Galtier-Boissière est écoeuré comme moi de ce qui se passe, au sujet des exclusions, des dénonciations, des arrestations, et qui est tout semblable, le jeu renversé, à ce qui se passait sous l’occupation. Il ne lui échappe pas que les journaux actuels, qui mettent en lumière, en relief, les atrocités allemandes, se gardent bien de dire qu'elles n'ont été qu'en représailles d'atrocités commises sur des soldats allemands : Oradour, réponse à Guéret ; Tulle, réponse à Tulle : soldats allemands assaillis, tués, les yeux crevés, les par­ties coupées, leur cervelle sortie et promenée dans des casques par toute la ville. Dame ! les représailles n'ont pas été douces.
Il me confirme que Thérive, que Combelle sont bien arrêtés. Béraud également. Il fait fort bien la différence entre les « colla­borateurs » qui n'ont péché ( ?) que par opinion, ce dont ils étaient bien libres et dont il est inadmissible qu'on leur fasse un crime, et ceux qui se sont « vendus », qui ont tiré profit de leurs agisse­ments. (17.10.44)

Ce qui se passe n'est pas joli, ni agréable. Il était inévitable. Après une pareille guerre, cinq années d'occu­pation, tout ce qui s'est passé pendant ces cinq années, la France coupée en deux (et presque en deux camps), les fortunes fabuleuses faites, les « commerces avec l'ennemi », soit contrainte, soit par appât du gain, les intérêts anglais et américains s'ajoutant, les ferments révolutionnaires et de guerre civile suscités par l'Angle­terre pour aider à sa victoire, le retour à l'état politique, écono­mique, social d'avant-guerre n'était pas possible. Il en est pour la France, après cette guerre et comme résultat de cette guerre, comme il en a été pour la Russie après la guerre de 1914-1918. Et quand je dis pour la France ! Pour les nations européennes presque au complet. L'Allemagne en montrera bien aussi des témoignages probablement. Un nouvel état de choses naît. A voir si l'Angle­terre le laissera s'établir. La voilà déjà, sa victoire acquise, qui s'occupe de rétablir l'ordre où le désordre, dont elle n'a plus besoin, s'accentue et même pour de bon : intervention en Grèce. Peut-être prochainement en Belgique. Presque sûrement un de ces jours en France. Le mot : presque, n'est pas dans ma pensée. Dans ma pensée : sûrement. A moins que la guerre vraiment terminée, une armée régulière et une vraie police reconstituées, ce soit le gouvernement lui-même. (06.12.44)

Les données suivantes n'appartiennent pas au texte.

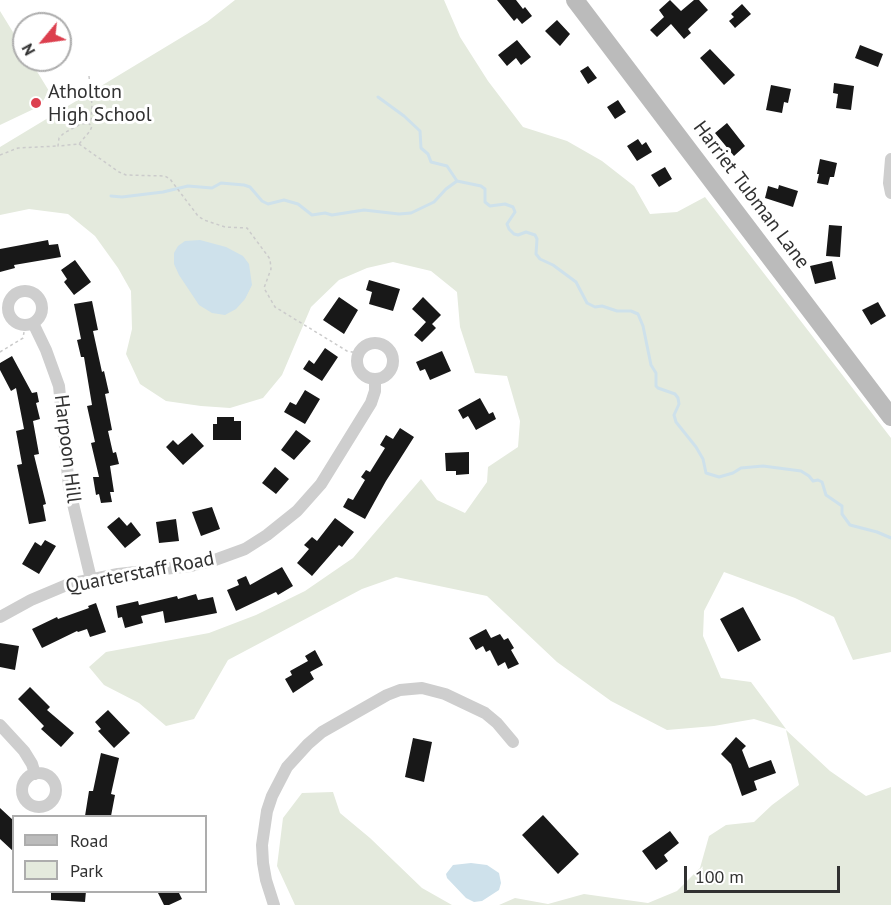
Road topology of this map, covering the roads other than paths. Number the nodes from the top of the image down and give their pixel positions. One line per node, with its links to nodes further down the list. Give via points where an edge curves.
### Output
1 (575, 0): 6 (street, Harriet Tubman Lane)
2 (891, 159): 3 (street)
3 (891, 193)
4 (29, 324): 7 (street, Harpoon Hill, via 50,359 59,386 69,488)
5 (375, 379): 5 (street, Quarterstaff Road, via 390,371 393,357 385,346 373,343 358,353 357,366 365,376); 7 (street, Quarterstaff Road, via 371,403 321,484 267,536 212,561)
6 (891, 417)
7 (91, 579): 8 (street, Quarterstaff Road, via 52,591)
8 (0, 617)
9 (0, 725): 11 (street, via 24,751)
10 (513, 742): 12 (street, via 485,713 422,688 387,695 322,732 287,766 267,811 263,863)
11 (35, 774)
12 (274, 905)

(...) on aurait dû décréter qu'aucun franc-maçon, aucun juif n'y devait figurer comme magistrat, non plus que dans le jury aucun individu ayant eu à pâtir, directement ou indirectement, de l'occupa­tion. Je ne m'élève pas contre le ressentiment que les premiers comme les seconds peuvent avoir. Je l'admets, je le comprends même, à la rigueur. Je dis seulement que, par ce ressentiment même, leur jugement est vicié, n'est pas libre, n'est pas désintéressé. Ils auraient dû être écartés de ces fonctions. (27.02.45)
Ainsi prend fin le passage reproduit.